Le poche de la semaine : "Le mariage de plaisir", Tahar Ben Jelloun
Dans un livre où s’affrontent l’amour et la haine, Tahar Ben Jelloun fustige tous les racismes.
- Publié le 15-12-2017 à 02h19
- Mis à jour le 15-12-2017 à 10h45
Chaque vendredi, La Libre sélectionne un livre paru en format "Poche" et vous en propose la critique.
En commençant son dernier roman par "Il était une fois…", Tahar Ben Jelloun indique immédiatement qu’il nous embarque dans un conte. A la manière orientale ? Sans doute. Mais pas seulement. Dans ce conte tout à la fois irrigué d’amour, traversé de haine et galvanisé de péripéties diverses, il se fait résolument révélateur des problèmes inhérents à nos sociétés. Et, plus particulièrement au Maroc, son pays d’origine. Mais pas seulement. Tel le Shéhérazade au masculin qu’est à sa manière le conteur itinérant qui le double en ralliant sur son passage des populations captivées, il se révèle un narrateur inspiré, tout à la fois poète, sage et insoumis. Sous ses histoires où grâce et volupté côtoient mépris et cruauté, il introduit habilement la réflexion, explore les certitudes arrogantes, observe les intolérances d’où surgissent en boomerang le rejet de l’autre et le racisme ordinaire. Extraordinaire et criminel aussi.
Le mariage de plaisir est un usage de l’Islam autorisant, afin de lutter contre la prostitution, un voyageur absent de chez lui pour une longue durée à contracter, dans le pays où il séjourne, un mariage temporaire. Or, commerçant prospère à Fès, où il est marié et père de quatre enfants, Amir tombe éperdument amoureux de la jeune Sénégalaise qui, lors de leurs brèves rencontres, lui fait découvrir, non seulement l’euphorie sexuelle, mais l’affectivité. C’est nouveau pour lui. Avec sa femme, il ne parlait jamais d’amour. La routine et la tradition suffisaient à leur union. Il est blanc, âgé d’une cinquantaine d’années, inscrit dans une société satisfaite d’elle-même et de ses préventions. Nabou, l’Africaine, est noire, superbe, pleine d’élégance, dotée d’une expérience acquise dans un passé très libre. L’aimant en retour, elle est heureuse lorsqu’il lui propose d’en faire sa seconde et légitime épouse - puisqu’acceptée par sa religion - et de la ramener chez lui.
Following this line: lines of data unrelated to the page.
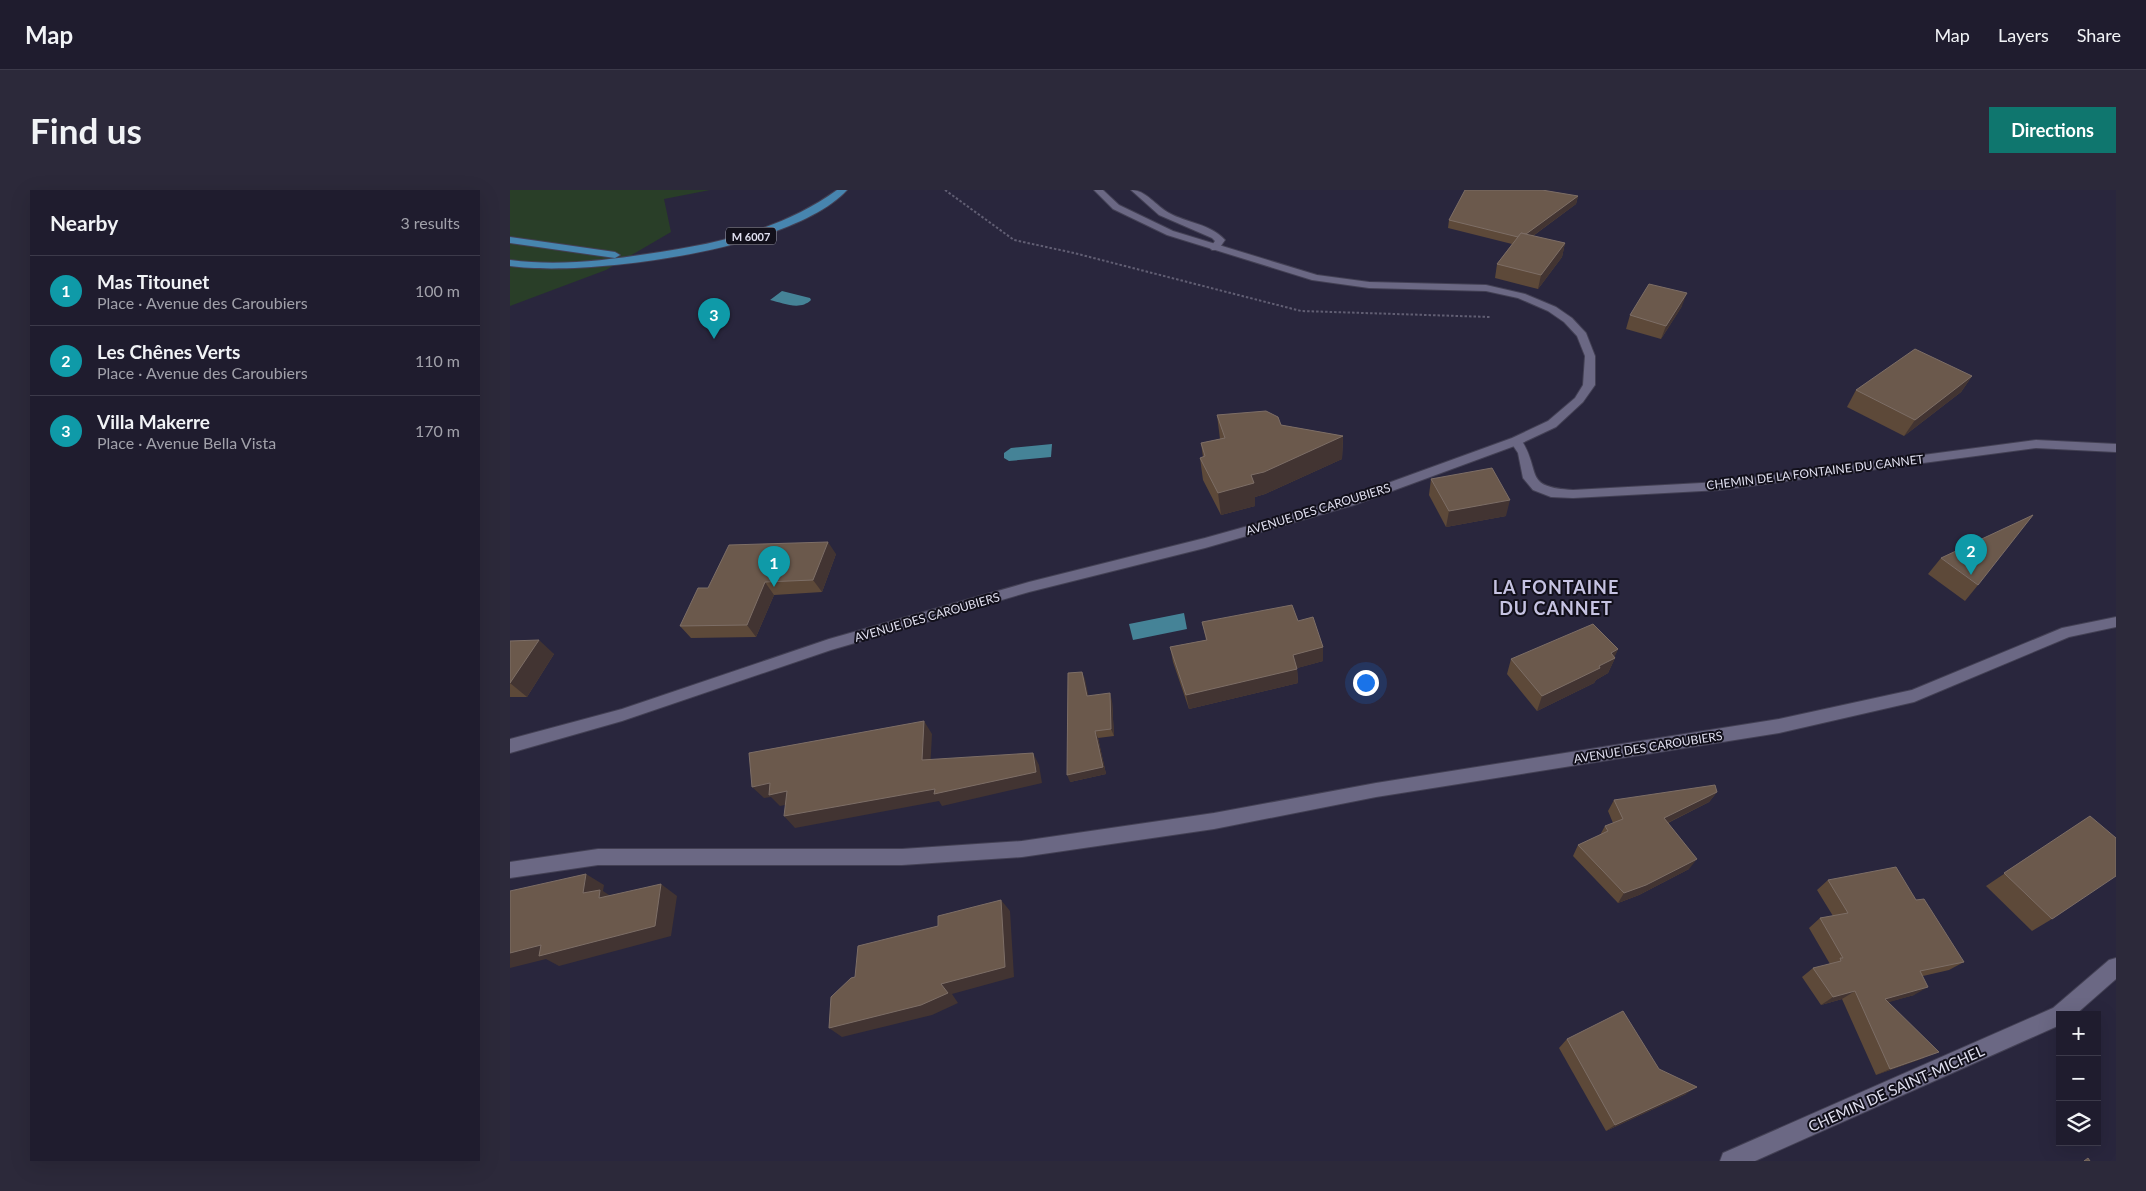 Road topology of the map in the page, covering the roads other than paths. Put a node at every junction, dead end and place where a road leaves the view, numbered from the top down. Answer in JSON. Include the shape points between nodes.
{"nodes":[{"id":1,"x":843,"y":190,"type":"edge"},
{"id":2,"x":1098,"y":190,"type":"edge"},
{"id":3,"x":1135,"y":190,"type":"edge"},
{"id":4,"x":510,"y":240,"type":"edge"},
{"id":5,"x":1215,"y":248,"type":"junction"},
{"id":6,"x":649,"y":257,"type":"junction"},
{"id":7,"x":510,"y":263,"type":"edge"},
{"id":8,"x":1516,"y":441,"type":"junction"},
{"id":9,"x":2116,"y":448,"type":"edge"},
{"id":10,"x":2116,"y":622,"type":"edge"},
{"id":11,"x":510,"y":746,"type":"edge"},
{"id":12,"x":510,"y":870,"type":"edge"},
{"id":13,"x":2116,"y":967,"type":"edge"},
{"id":14,"x":2065,"y":1011,"type":"edge"},
{"id":15,"x":2056,"y":1017,"type":"edge"},
{"id":16,"x":1731,"y":1161,"type":"edge"}],
"edges":[{"from":1,"to":6,"type":"main road","number":"M 6007","via":[[797,218],[753,236]]},
{"from":2,"to":5,"type":"street","name":"AVENUE DES CAROUBIERS","via":[[1116,207],[1170,233]]},
{"from":3,"to":5,"type":"street","via":[[1171,218],[1214,234],[1220,240]]},
{"from":4,"to":6,"type":"main road","number":"M 6007","via":[[601,255]]},
{"from":5,"to":8,"type":"street","name":"AVENUE DES CAROUBIERS","via":[[1316,278],[1369,285],[1486,288],[1521,296],[1552,309],[1582,335],[1590,356],[1589,385],[1579,400],[1552,424]]},
{"from":6,"to":7,"type":"main road","number":"M 6007","via":[[588,266]]},
{"from":8,"to":9,"type":"street","name":"CHEMIN DE LA FONTAINE DU CANNET","via":[[1524,453],[1529,478],[1537,487],[1552,493],[1573,494],[1720,486],[2036,444]]},
{"from":8,"to":11,"type":"street","name":"AVENUE DES CAROUBIERS","via":[[1349,502],[1029,587],[829,645],[622,715]]},
{"from":10,"to":12,"type":"street","name":"AVENUE DES CAROUBIERS","via":[[2067,632],[1914,696],[1856,709],[1778,726],[1376,790],[1214,822],[1012,849],[902,857],[598,856]]},
{"from":13,"to":14,"type":"street","name":"CHEMIN DE SAINT-MICHEL"},
{"from":15,"to":16,"type":"street","name":"CHEMIN DE SAINT-MICHEL"}]}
Il confie à son petit garçon trisomique, aussi intuitif que lumineux, qui l’a accompagné dans son voyage, la tâche de vaincre les réticences prévisibles de sa mère. La jalousie et les préjugés de celle-ci n’entameront toutefois pas la dignité, toute blessée soit-elle, de celle qu’elle entendra traiter en esclave. En mettant au monde des jumeaux, l’un blanc, l’autre noir, Nabou ne pourra pas plus empêcher les blessures de ses enfants que de voir leur destin inégal lié à la couleur de peau qui les différencie l’un de l’autre.
Sous ce conte envoûtant qui se déroule sur quelque soixante années, Tahar Ben Jelloun pointe une nouvelle fois - il l’a fait dans de précédents livres - les œillères d’une société figée dans ses certitudes obsolètes. Il souligne les inconséquences du colonialisme, fustige le racisme d’où qu’il vienne, suit le chemin de clandestins condamnés à l’exil, dénonce un Islam "inventé par des ignorants". En parallèle, il met aussi en relief les rites, croyances, appels à la magie ou sorcellerie qui demeurent partie intégrante des mentalités. C’est un livre magnifique. On y sent l’écrivain très impliqué, s’exposant dans ce que la vie lui a inculqué - lui-même a un enfant "différent" - que dans ce qu’elle lui a révélé sur la sagesse mais sur la bêtise et la méchanceté humaines. On le suit avec plaisir et intérêt dans les remous de ce roman où la poésie s’ouvre sur le réalisme le plus actuel.
"Le mariage de plaisir", Tahar Ben Jelloun, Folio 6385, 272 pp.